Candie, 4 janvier 1829.
« Monsieur le commandant,

» J’ai reçu les deux lettres que vous m’avez fait l’honneur de m’écrire, sous les dates du 28 décembre 1828, de la baie de la Sude, et du 2 janvier 1829 de celle de Candie.

» Permettez-moi, monsieur le commandant, de commencer ma réponse par la seconde de ces lettres, et de vous exprimer d’une faible manière la reconnaissance que votre humanité s’est acquise dans mon cœur, ainsi que dans celui des deux cent onze victimes qui doivent leur salut à votre générosité.

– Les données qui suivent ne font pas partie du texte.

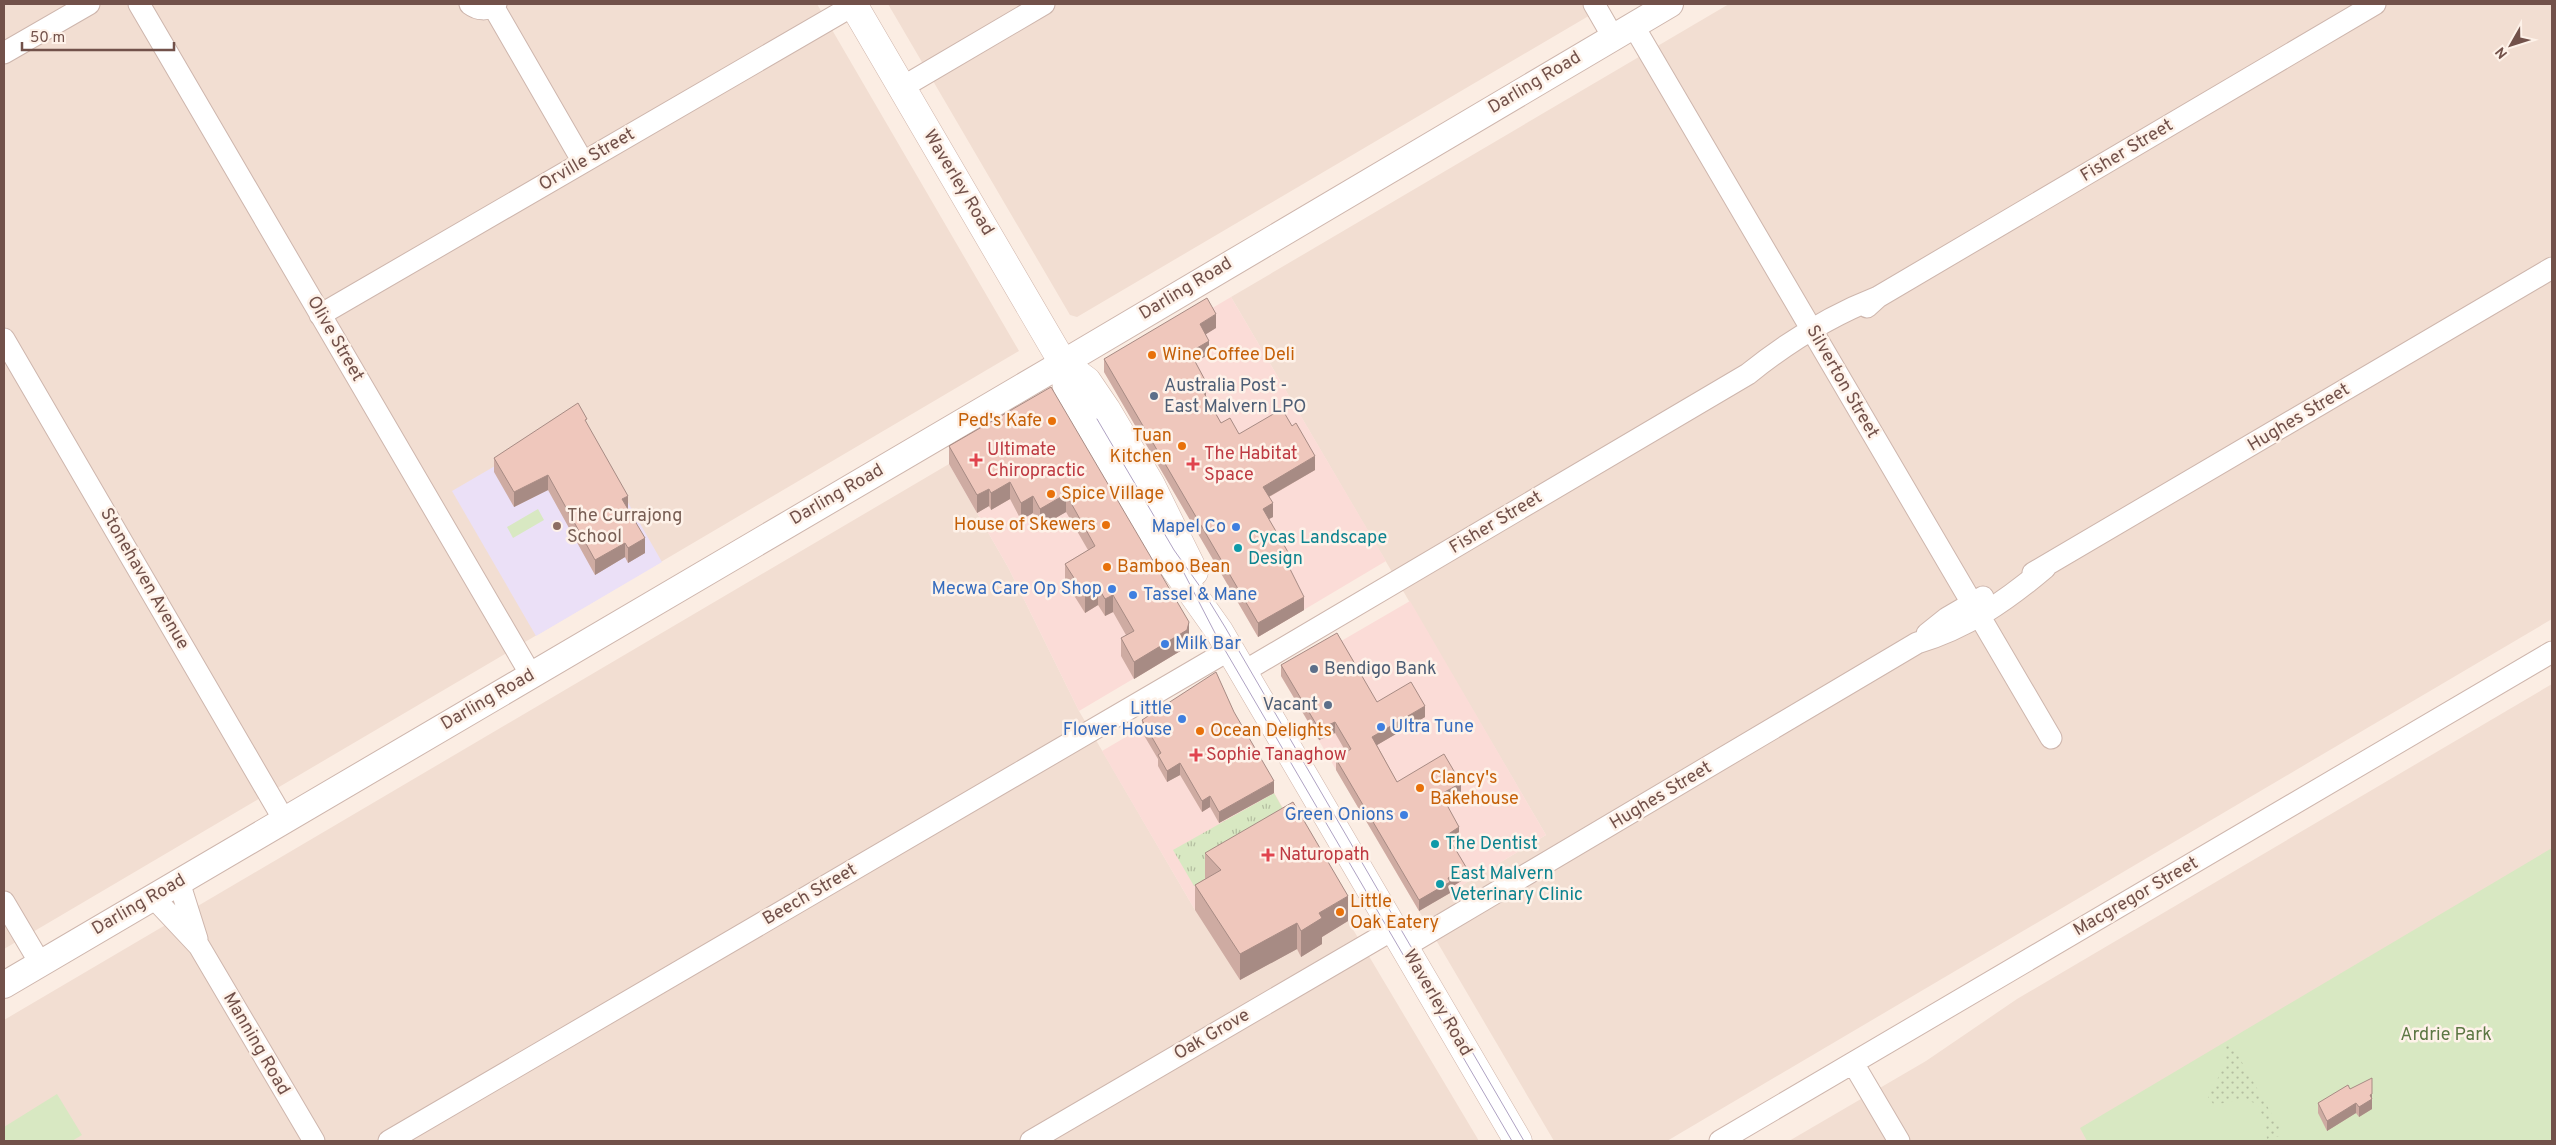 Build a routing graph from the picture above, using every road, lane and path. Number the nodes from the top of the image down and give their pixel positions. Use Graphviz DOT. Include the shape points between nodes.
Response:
graph roads {
  1 [pos="89,4"];
  2 [pos="138,4"];
  3 [pos="470,4"];
  4 [pos="853,4"];
  5 [pos="1044,4"];
  6 [pos="1594,4"];
  7 [pos="1670,4"];
  8 [pos="2375,4"];
  9 [pos="494,5"];
  10 [pos="1623,31"];
  11 [pos="4,53"];
  12 [pos="901,88"];
  13 [pos="583,162"];
  14 [pos="2552,268"];
  15 [pos="320,315"];
  16 [pos="1815,335"];
  17 [pos="4,339"];
  18 [pos="1063,363"];
  19 [pos="1976,610"];
  20 [pos="1231,651"];
  21 [pos="2552,652"];
  22 [pos="531,675"];
  23 [pos="2051,738"];
  24 [pos="284,820"];
  25 [pos="179,882"];
  26 [pos="153,897"];
  27 [pos="4,902"];
  28 [pos="1399,938"];
  29 [pos="199,946"];
  30 [pos="40,963"];
  31 [pos="4,984"];
  32 [pos="1852,1063"];
  33 [pos="314,1141"];
  34 [pos="389,1141"];
  35 [pos="1031,1141"];
  36 [pos="1518,1141"];
  37 [pos="1720,1141"];
  38 [pos="1899,1141"];
  1 -- 11 [label="street"];
  2 -- 15 [label="street, Olive Street"];
  3 -- 9 [label="street" via="481,9"];
  4 -- 12 [label="main road, Waverley Road"];
  4 -- 13 [label="street, Orville Street"];
  5 -- 12 [label="street"];
  6 -- 10 [label="street, Silverton Street"];
  7 -- 10 [label="street, Darling Road"];
  8 -- 16 [label="street, Fisher Street" via="1878,297 1842,311"];
  9 -- 13 [label="street"];
  10 -- 16 [label="street, Silverton Street"];
  10 -- 18 [label="street, Darling Road"];
  12 -- 18 [label="main road, Waverley Road"];
  13 -- 15 [label="street, Orville Street"];
  14 -- 19 [label="street, Hughes Street"];
  15 -- 22 [label="street, Olive Street"];
  16 -- 19 [label="street, Silverton Street"];
  16 -- 20 [label="street, Fisher Street" via="1782,346 1748,374"];
  17 -- 24 [label="street, Stonehaven Avenue"];
  18 -- 20 [label="main road, Waverley Road" via="1068,393 1160,549"];
  18 -- 22 [label="street, Darling Road"];
  19 -- 23 [label="street, Silverton Street"];
  19 -- 28 [label="street, Hughes Street" via="1932,628 1918,643"];
  20 -- 28 [label="main road, Waverley Road"];
  20 -- 34 [label="street, Beech Street"];
  21 -- 32 [label="street, Macgregor Street"];
  22 -- 24 [label="street, Darling Road"];
  24 -- 25 [label="street, Darling Road"];
  25 -- 26 [label="street, Darling Road"];
  25 -- 29 [label="street, Manning Road"];
  26 -- 29 [label="street, Manning Road"];
  26 -- 30 [label="street, Darling Road"];
  27 -- 30 [label="street"];
  28 -- 35 [label="street, Oak Grove"];
  28 -- 36 [label="main road, Waverley Road"];
  29 -- 33 [label="street, Manning Road"];
  30 -- 31 [label="street, Darling Road"];
  32 -- 37 [label="street, Macgregor Street"];
  32 -- 38 [label="street"];
} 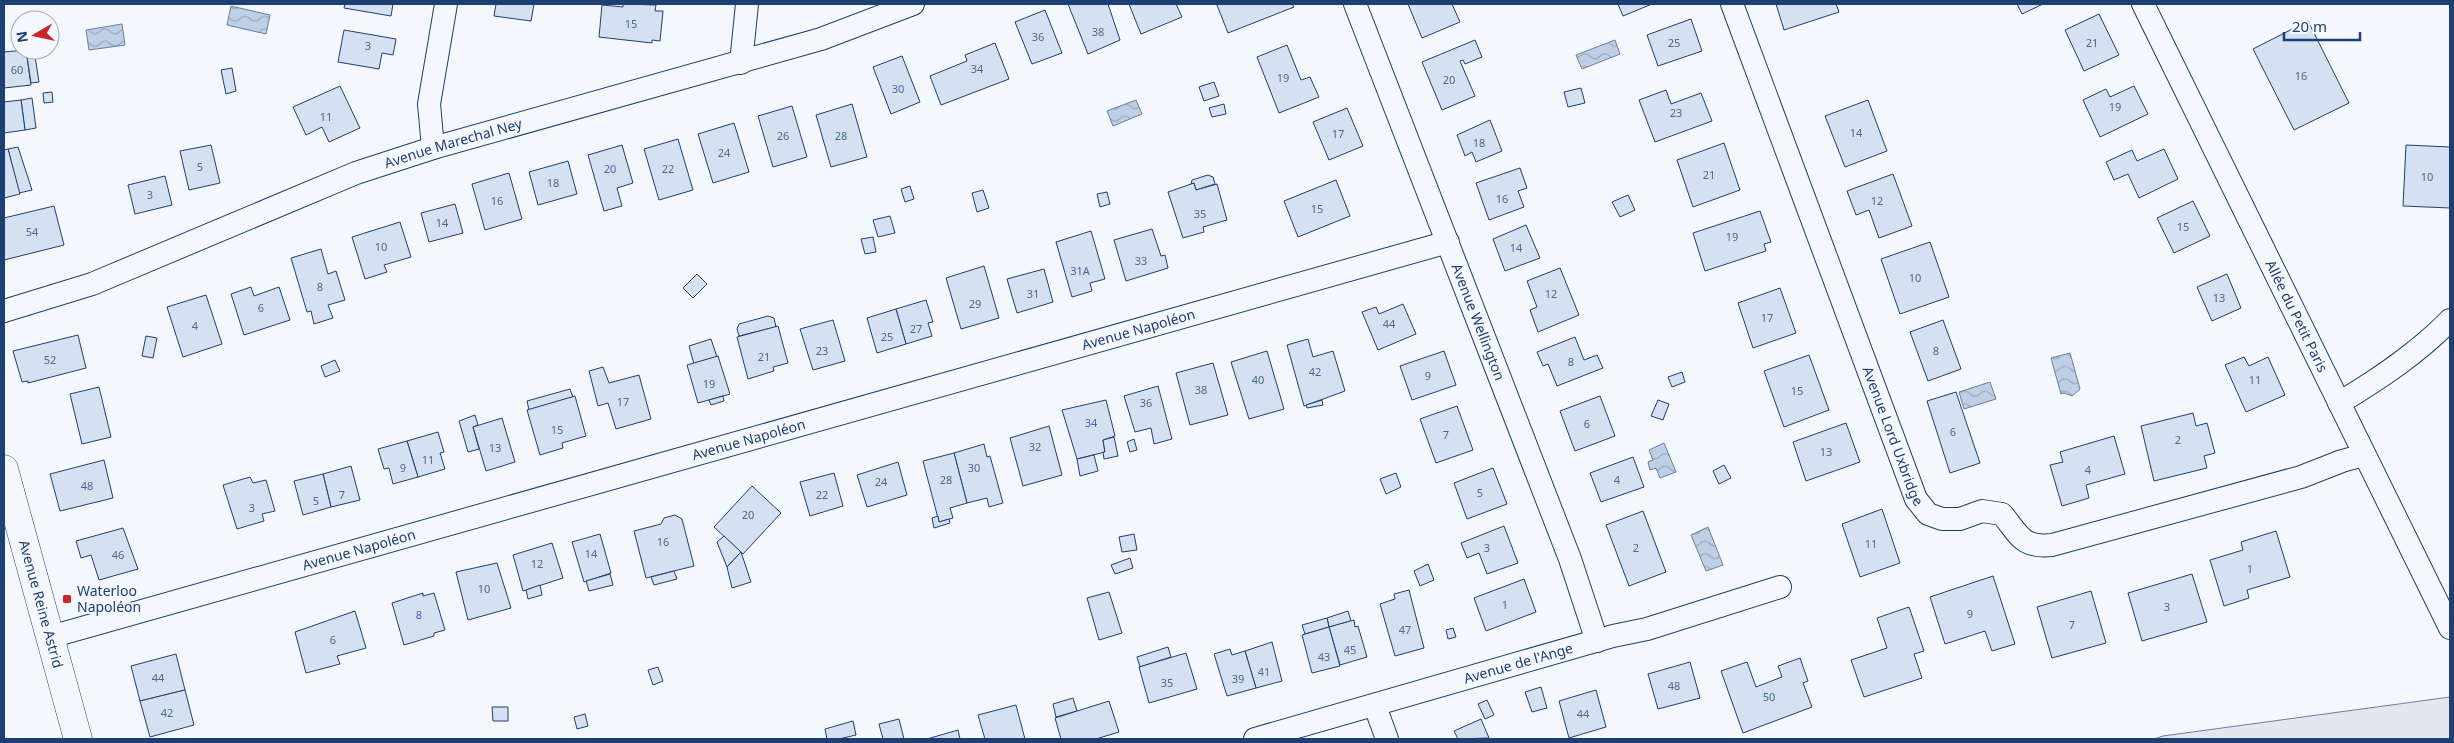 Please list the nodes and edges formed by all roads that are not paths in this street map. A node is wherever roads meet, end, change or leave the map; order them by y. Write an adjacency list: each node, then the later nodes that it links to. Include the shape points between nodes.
1 (446, 4): 8 (street, via 429,104)
2 (747, 4): 7 (street)
3 (913, 4): 7 (street, Avenue Marechal Ney, via 821,40)
4 (1355, 4): 9 (street, Avenue Wellington)
5 (1732, 4): 13 (street, Avenue Lord Uxbridge, via 1916,500 1928,514 1942,519 1960,519 1982,511 2002,514 2034,547 2052,545 2301,477)
6 (2142, 4): 12 (street, Allée du Petit Paris)
7 (740, 63): 8 (street, Avenue Marechal Ney)
8 (432, 148): 10 (street, Avenue Marechal Ney, via 356,173 92,284)
9 (1448, 242): 17 (street, Avenue Napoléon); 18 (street, Avenue Wellington, via 1570,559)
10 (4, 311)
11 (2450, 320): 12 (street, via 2435,336 2376,381)
12 (2339, 403): 13 (street, Allée du Petit Paris)
13 (2364, 455): 16 (street, Allée du Petit Paris)
14 (4, 469): 17 (street, Avenue Reine Astrid)
15 (1780, 586): 18 (street, Avenue de l'Ange)
16 (2450, 628)
17 (50, 637): 20 (street, Avenue Reine Astrid)
18 (1597, 642): 19 (street, Avenue de l'Ange)
19 (1375, 706): 21 (street, Avenue de l'Ange); 22 (street)
20 (78, 739)
21 (1255, 739)
22 (1387, 739) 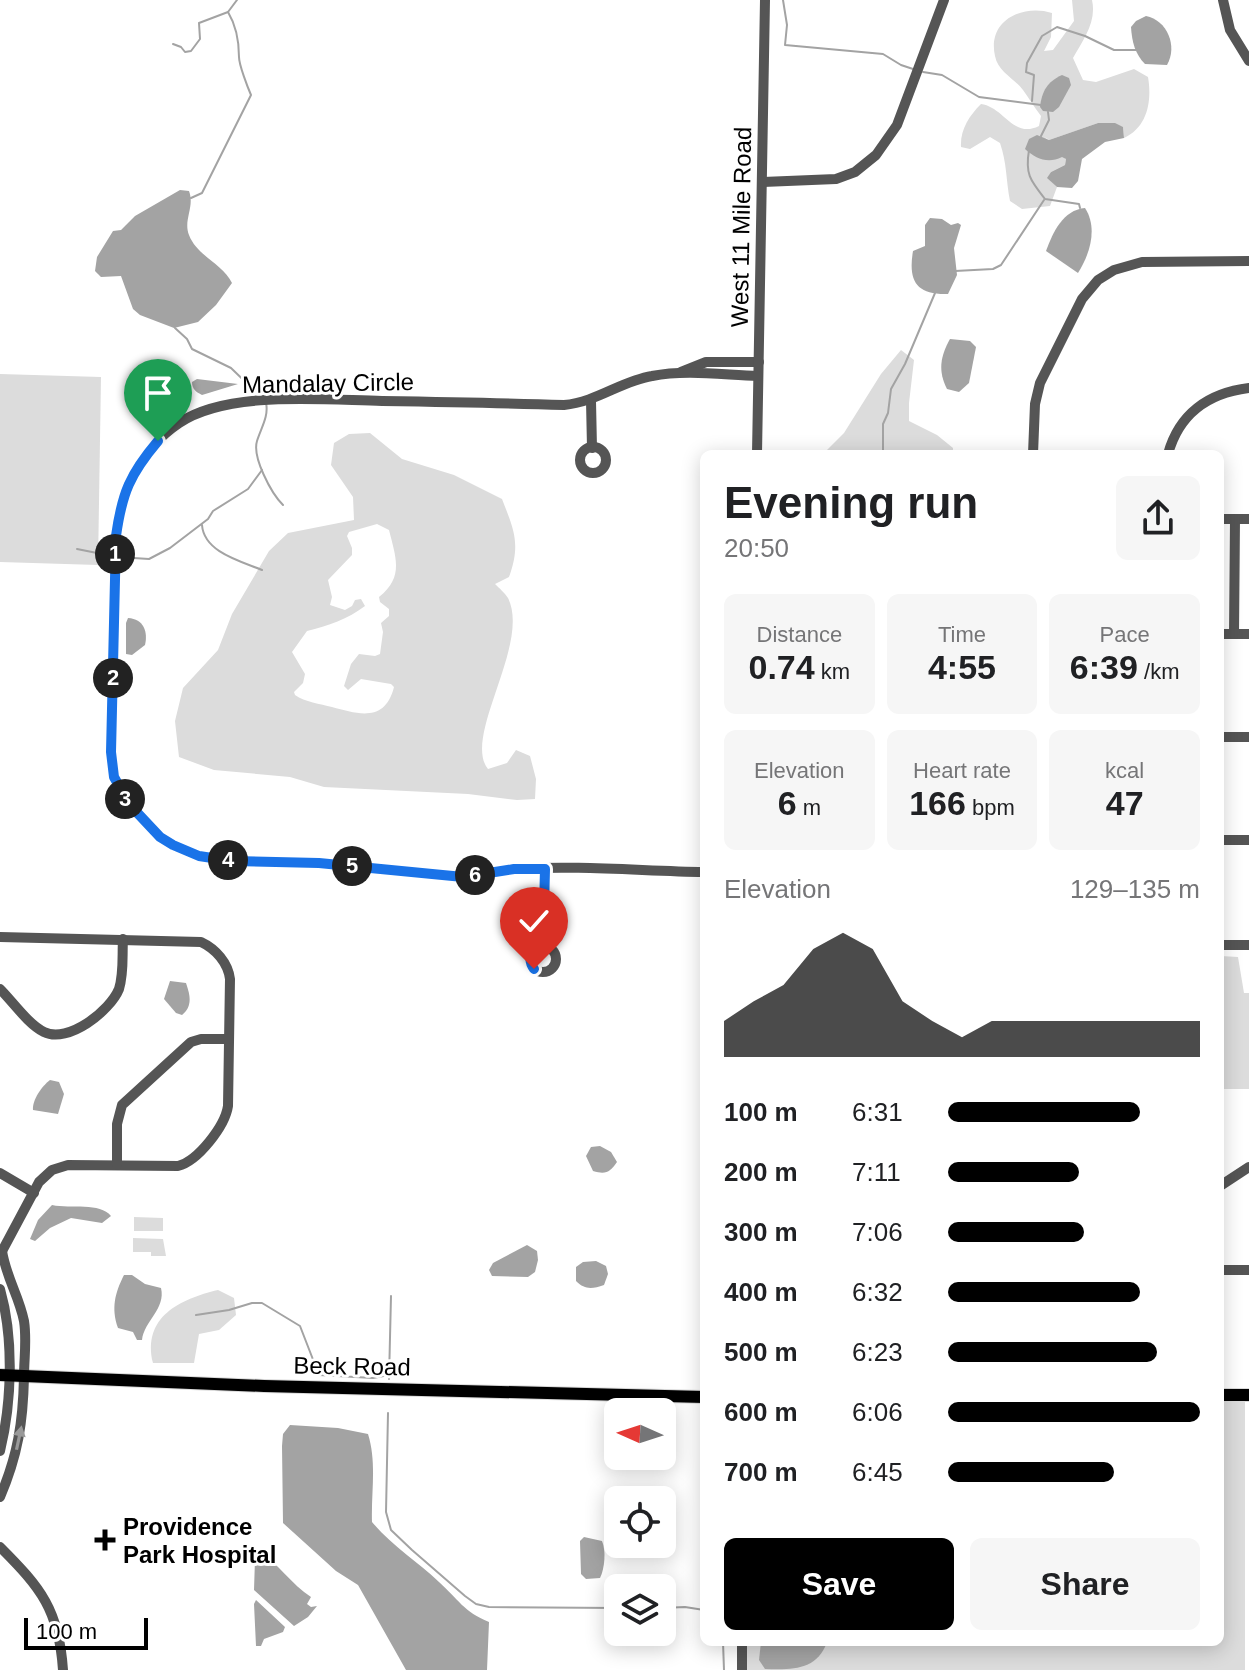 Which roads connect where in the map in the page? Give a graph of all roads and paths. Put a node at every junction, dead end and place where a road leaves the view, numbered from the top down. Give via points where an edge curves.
1 (765, 0) edge
2 (944, 0) edge
3 (1223, 0) edge
4 (1249, 61) edge
5 (763, 182) junction
6 (1249, 261) edge
7 (759, 362) junction
8 (675, 374) junction
9 (758, 376) junction
10 (1249, 388) edge
11 (591, 401) junction
12 (592, 448) dead end
13 (757, 450) edge
14 (1033, 450) edge
15 (1170, 450) edge
16 (1224, 519) edge
17 (1235, 519) junction
18 (1249, 519) edge
19 (1224, 634) edge
20 (1234, 634) junction
21 (1249, 634) edge
22 (1224, 737) edge
23 (1249, 737) edge
24 (1224, 840) edge
25 (1249, 840) edge
26 (700, 866) edge
27 (545, 869) junction
28 (683, 872) junction
29 (700, 872) edge
30 (0, 937) edge
31 (123, 939) junction
32 (1224, 945) edge
33 (1249, 945) edge
34 (543, 946) dead end
35 (0, 989) edge
36 (229, 1039) junction
37 (117, 1165) junction
38 (1249, 1167) edge
39 (0, 1173) edge
40 (1224, 1180) edge
41 (34, 1193) junction
42 (1, 1253) edge
43 (1224, 1270) edge
44 (1249, 1270) edge
45 (1, 1293) edge
46 (15, 1296) junction
47 (24, 1323) junction
48 (8, 1324) junction
49 (4, 1376) edge
50 (24, 1376) junction
51 (1224, 1395) edge
52 (1249, 1395) edge
53 (700, 1397) edge
54 (0, 1451) edge
55 (0, 1497) edge
56 (0, 1547) edge
57 (742, 1646) edge
58 (63, 1670) edge
59 (742, 1670) edge

1 - 5 street, West 11 Mile Road
2 - 5 street via 897,125 876,155 836,179
3 - 4 street via 1228,24
5 - 7 street, West 11 Mile Road
6 - 14 street via 1142,262 1098,280 1082,299 1040,383
7 - 8 street via 706,362
7 - 9 street, West 11 Mile Road
8 - 9 street, Mandalay Circle
8 - 11 street, Mandalay Circle via 636,380
9 - 13 street, West 11 Mile Road
10 - 15 street via 1223,393 1193,410
11 - 12 street
11 - 27 street, Mandalay Circle via 564,405 291,399 228,404 179,423 134,469 116,536 112,766 120,791 160,837 214,859 463,877
16 - 17 street
17 - 18 street
17 - 20 street
19 - 20 street
20 - 21 street
22 - 23 street
24 - 25 street
26 - 28 street
27 - 28 street, Mandalay Circle
27 - 34 street
28 - 29 street, Mandalay Circle
30 - 31 street
31 - 35 street via 116,995 73,1032 50,1035 40,1030
31 - 36 street via 193,941 210,947 229,971
32 - 33 street
36 - 37 street via 191,1042 122,1105
36 - 37 street via 228,1106 218,1131 184,1165
37 - 41 street via 59,1166 45,1175
38 - 40 street
39 - 41 street
41 - 42 street
42 - 46 street
43 - 44 street
45 - 46 street
45 - 48 street
46 - 47 street
47 - 48 street
47 - 50 street
48 - 49 street
49 - 50 main road, Beck Road
49 - 54 street via 6,1415
50 - 53 main road, Beck Road
55 -> 50 street via 23,1421
51 - 52 main road
56 - 58 street via 49,1608
57 - 59 street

» Dans votre lettre du 28 décembre, vous témoignez la peine que vous avez éprouvée, monsieur le commandant, en voyant les Grecs, roidis contre le langage de la raison, vous forcer à retirer votre bras conciliateur des conférences de Saint-Elefteri. Cette peine, je la ressens mieux encore moi-même dans ma situation ; cependant je suis heureux que ces scènes de désordre se soient passées sous vos yeux.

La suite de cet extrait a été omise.